“Spider-Man: Turn Off the Dark,” which at $60 million and counting is the most expensive Broadway musical ever and one of the most delayed, will put off its first preview by two weeks and its opening night by three.
Previews at the Foxwoods Theatre are now scheduled to begin on Nov. 28, with opening night on Jan. 11, 2011, the producers said in a statement. It was to have begun previews on Nov. 14.
Ticketholders -- who are being offered the option of refunds or exchanges -- may be further inconvenienced. Some previews in December may be canceled to create additional time for rehearsals, a person briefed on the production said. A spokesman declined to comment.
As costs spiraled and the show’s conception by Tony Award- winning director Julie Taymor (“The Lion King”) became more elaborate, its arrival date has been a moving target.
Production was halted in 2009 when its lead producer ran out of cash. Actors including Alan Cumming (“Cabaret”) dropped out of the cast to take other work.
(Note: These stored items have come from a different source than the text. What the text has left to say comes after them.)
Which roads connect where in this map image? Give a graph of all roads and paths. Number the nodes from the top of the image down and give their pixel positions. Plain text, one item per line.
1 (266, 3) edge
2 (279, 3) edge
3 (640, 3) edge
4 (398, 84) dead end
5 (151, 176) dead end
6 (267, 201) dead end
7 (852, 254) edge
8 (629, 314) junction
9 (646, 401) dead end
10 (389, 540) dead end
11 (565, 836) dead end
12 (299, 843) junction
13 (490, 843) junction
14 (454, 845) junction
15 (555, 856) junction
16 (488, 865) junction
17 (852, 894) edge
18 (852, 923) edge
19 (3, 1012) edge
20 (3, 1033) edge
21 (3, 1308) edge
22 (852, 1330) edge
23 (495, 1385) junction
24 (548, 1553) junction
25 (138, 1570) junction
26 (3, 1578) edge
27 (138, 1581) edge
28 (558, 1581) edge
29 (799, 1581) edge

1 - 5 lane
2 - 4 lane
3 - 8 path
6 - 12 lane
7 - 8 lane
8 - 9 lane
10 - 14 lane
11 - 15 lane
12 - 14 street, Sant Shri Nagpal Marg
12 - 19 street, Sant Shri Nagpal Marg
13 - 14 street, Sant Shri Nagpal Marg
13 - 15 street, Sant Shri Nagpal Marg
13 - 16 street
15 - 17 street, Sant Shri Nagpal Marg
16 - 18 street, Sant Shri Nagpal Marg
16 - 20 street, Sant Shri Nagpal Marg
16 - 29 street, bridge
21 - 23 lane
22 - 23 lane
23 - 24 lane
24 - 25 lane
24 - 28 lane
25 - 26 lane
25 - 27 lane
The show has been in various stages of delay since last January.
“Shows like ours, that embrace the challenge of opening on Broadway without an out-of-town tryout, often need to adjust their schedules along the way,” said the lead producer, Michael Cohl, in a statement.
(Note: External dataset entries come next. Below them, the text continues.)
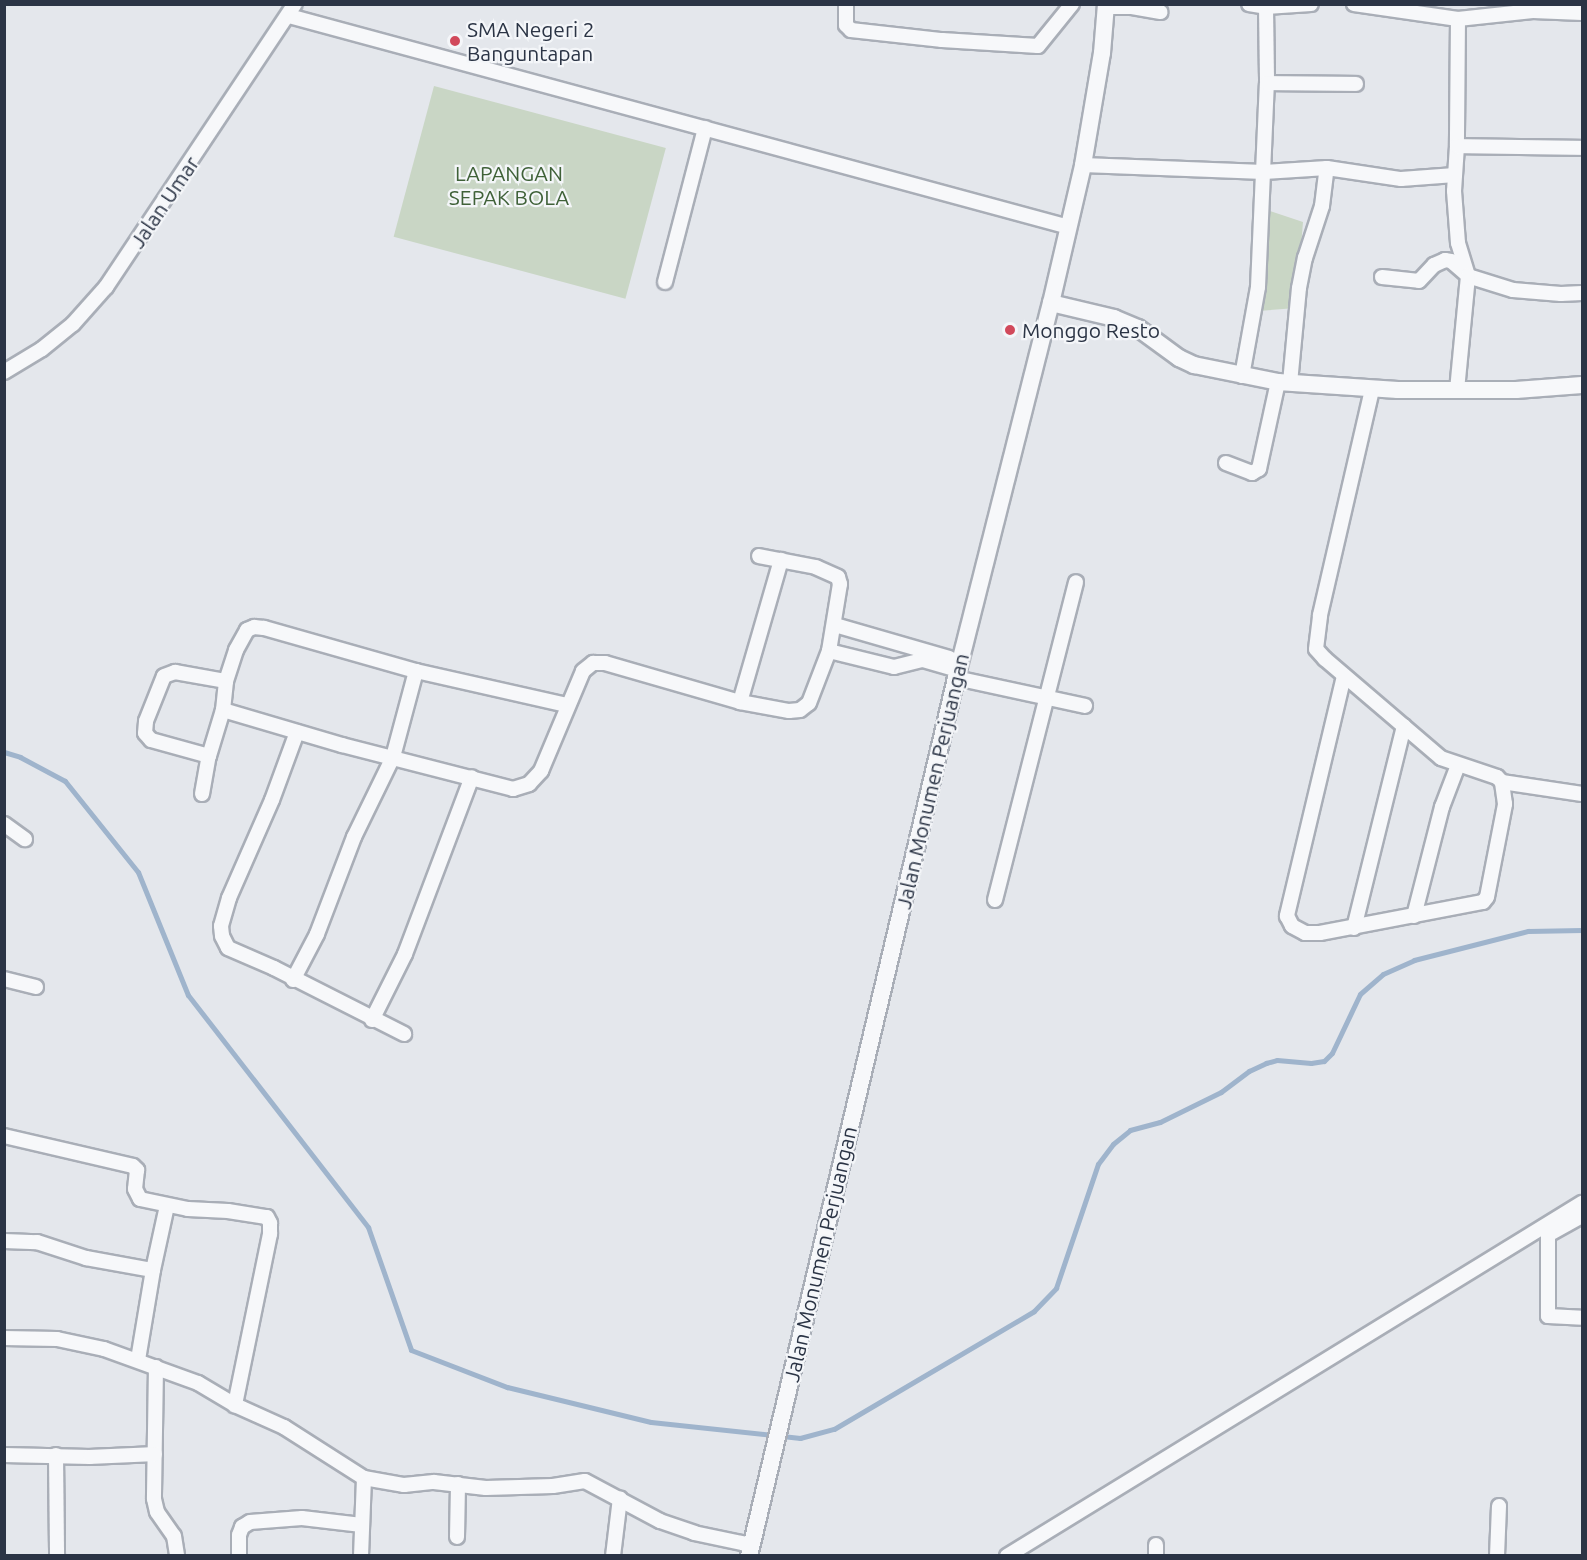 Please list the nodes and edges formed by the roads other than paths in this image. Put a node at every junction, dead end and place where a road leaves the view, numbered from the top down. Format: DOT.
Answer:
graph roads {
  1 [pos="846,4"];
  2 [pos="1072,4"];
  3 [pos="1249,4"];
  4 [pos="1311,4"];
  5 [pos="1354,4"];
  6 [pos="1105,6"];
  7 [pos="1266,8"];
  8 [pos="292,10"];
  9 [pos="1161,12"];
  10 [pos="1582,13"];
  11 [pos="1458,19"];
  12 [pos="1267,83"];
  13 [pos="1356,84"];
  14 [pos="705,128"];
  15 [pos="1457,146"];
  16 [pos="1582,148"];
  17 [pos="1083,165"];
  18 [pos="1327,168"];
  19 [pos="1264,172"];
  20 [pos="1455,175"];
  21 [pos="1069,227"];
  22 [pos="1468,276"];
  23 [pos="1382,277"];
  24 [pos="665,282"];
  25 [pos="1582,292"];
  26 [pos="1051,303"];
  27 [pos="4,372"];
  28 [pos="1242,376"];
  29 [pos="1284,382"];
  30 [pos="1582,385"];
  31 [pos="1372,389"];
  32 [pos="1457,390"];
  33 [pos="1226,463"];
  34 [pos="759,556"];
  35 [pos="781,560"];
  36 [pos="1076,582"];
  37 [pos="835,625"];
  38 [pos="829,651"];
  39 [pos="416,670"];
  40 [pos="958,670"];
  41 [pos="1344,676"];
  42 [pos="226,681"];
  43 [pos="1047,698"];
  44 [pos="740,702"];
  45 [pos="567,705"];
  46 [pos="1085,706"];
  47 [pos="223,710"];
  48 [pos="1404,726"];
  49 [pos="297,732"];
  50 [pos="209,756"];
  51 [pos="393,757"];
  52 [pos="1458,765"];
  53 [pos="472,777"];
  54 [pos="1502,782"];
  55 [pos="202,794"];
  56 [pos="1582,794"];
  57 [pos="4,824"];
  58 [pos="25,839"];
  59 [pos="994,900"];
  60 [pos="1414,916"];
  61 [pos="1354,928"];
  62 [pos="4,979"];
  63 [pos="293,980"];
  64 [pos="36,987"];
  65 [pos="372,1020"];
  66 [pos="404,1034"];
  67 [pos="4,1137"];
  68 [pos="1582,1203"];
  69 [pos="167,1206"];
  70 [pos="1582,1216"];
  71 [pos="4,1241"];
  72 [pos="153,1270"];
  73 [pos="1582,1317"];
  74 [pos="4,1338"];
  75 [pos="138,1360"];
  76 [pos="156,1366"];
  77 [pos="235,1406"];
  78 [pos="155,1454"];
  79 [pos="4,1455"];
  80 [pos="56,1455"];
  81 [pos="364,1478"];
  82 [pos="458,1485"];
  83 [pos="620,1498"];
  84 [pos="1499,1506"];
  85 [pos="362,1525"];
  86 [pos="458,1537"];
  87 [pos="750,1550"];
  88 [pos="57,1556"];
  89 [pos="177,1556"];
  90 [pos="239,1556"];
  91 [pos="361,1556"];
  92 [pos="614,1556"];
  93 [pos="1007,1556"];
  94 [pos="1497,1556"];
  1 -- 2 [label="street"];
  3 -- 7 [label="street"];
  4 -- 7 [label="street"];
  5 -- 11 [label="street"];
  6 -- 9 [label="street"];
  6 -- 17 [label="street, Jalan Monumen Perjuangan"];
  7 -- 12 [label="street"];
  8 -- 14 [label="street"];
  8 -- 27 [label="street, Jalan Umar"];
  10 -- 11 [label="street"];
  11 -- 15 [label="street"];
  12 -- 13 [label="street"];
  12 -- 19 [label="street"];
  14 -- 21 [label="street"];
  14 -- 24 [label="street"];
  15 -- 16 [label="street"];
  15 -- 20 [label="street"];
  17 -- 19 [label="street"];
  17 -- 21 [label="street, Jalan Monumen Perjuangan"];
  18 -- 19 [label="street"];
  18 -- 20 [label="street"];
  18 -- 29 [label="street"];
  19 -- 28 [label="street"];
  20 -- 22 [label="street"];
  21 -- 26 [label="street, Jalan Monumen Perjuangan"];
  22 -- 23 [label="street"];
  22 -- 25 [label="street"];
  22 -- 32 [label="street"];
  26 -- 28 [label="street"];
  26 -- 40 [label="street, Jalan Monumen Perjuangan"];
  28 -- 29 [label="street"];
  29 -- 31 [label="street"];
  29 -- 33 [label="street"];
  30 -- 32 [label="street"];
  31 -- 32 [label="street"];
  31 -- 41 [label="street"];
  34 -- 35 [label="street"];
  35 -- 37 [label="street"];
  35 -- 44 [label="street"];
  36 -- 43 [label="street"];
  37 -- 38 [label="street"];
  37 -- 40 [label="street"];
  38 -- 40 [label="street"];
  38 -- 44 [label="street"];
  39 -- 42 [label="street"];
  39 -- 45 [label="street"];
  39 -- 51 [label="street"];
  40 -- 43 [label="street"];
  40 -- 87 [label="street, Jalan Monumen Perjuangan"];
  41 -- 48 [label="street"];
  41 -- 61 [label="street"];
  42 -- 47 [label="street"];
  42 -- 50 [label="street"];
  43 -- 46 [label="street"];
  43 -- 59 [label="street"];
  44 -- 45 [label="street"];
  45 -- 53 [label="street"];
  47 -- 49 [label="street"];
  47 -- 50 [label="street"];
  48 -- 52 [label="street"];
  48 -- 61 [label="street"];
  49 -- 51 [label="street"];
  49 -- 63 [label="street"];
  50 -- 55 [label="street"];
  51 -- 53 [label="street"];
  51 -- 63 [label="street"];
  52 -- 54 [label="street"];
  52 -- 60 [label="street"];
  53 -- 65 [label="street"];
  54 -- 56 [label="street"];
  54 -- 60 [label="street"];
  57 -- 58 [label="street"];
  60 -- 61 [label="street"];
  62 -- 64 [label="street"];
  63 -- 65 [label="street"];
  65 -- 66 [label="street"];
  67 -- 69 [label="street"];
  68 -- 93 [label="street"];
  69 -- 72 [label="street"];
  69 -- 77 [label="street"];
  70 -- 73 [label="street"];
  71 -- 72 [label="street"];
  72 -- 75 [label="street"];
  74 -- 75 [label="street"];
  75 -- 76 [label="street"];
  76 -- 77 [label="street"];
  76 -- 78 [label="street"];
  77 -- 81 [label="street"];
  78 -- 80 [label="street"];
  78 -- 89 [label="street"];
  79 -- 80 [label="street"];
  80 -- 88 [label="street"];
  81 -- 82 [label="street"];
  81 -- 85 [label="street"];
  82 -- 83 [label="street"];
  82 -- 86 [label="street"];
  83 -- 87 [label="street"];
  83 -- 92 [label="street"];
  84 -- 94 [label="street"];
  85 -- 90 [label="street"];
  85 -- 91 [label="street"];
}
Sony Pictures Entertainment, which produces the “Spider- Man” films, is a co-producer.
So far, the show has made its greatest impact on its actors. A performer broke his wrists during an event for sales agents. Another broke a toe.
The New York State Department of Labor and the federal Occupational Safety and Health Administration are investigating “the facts surrounding the accident when two performers suffered injuries,” said Labor Department spokesman Joe Morrissey.
State inspectors visited the Foxwoods Wednesday to view the stunts. They plan to return because many of them were not ready.
“There are 35 aerial flights in the production,” Morrissey said. “To date we’ve seen seven. We expected the sequence where two performers fly over the audience yesterday. This sequence was not ready.”
Theater insiders say the pall the delays and accidents cast on the show could be short-lived.
“When you push the boundaries of what we do, things often take longer,” said Ken Davenport, a producer who writes a blog about Broadway. “I don’t believe the delays will bring ‘Spider- Man’ down, if it goes down.”
The New York Times reported that advance sales for the show total about $8 million, excluding group sales that haven’t been paid for.
“An $8 million advance is decent for a brand new musical,” Davenport said. “But everything looks small when your budget is $60 million.”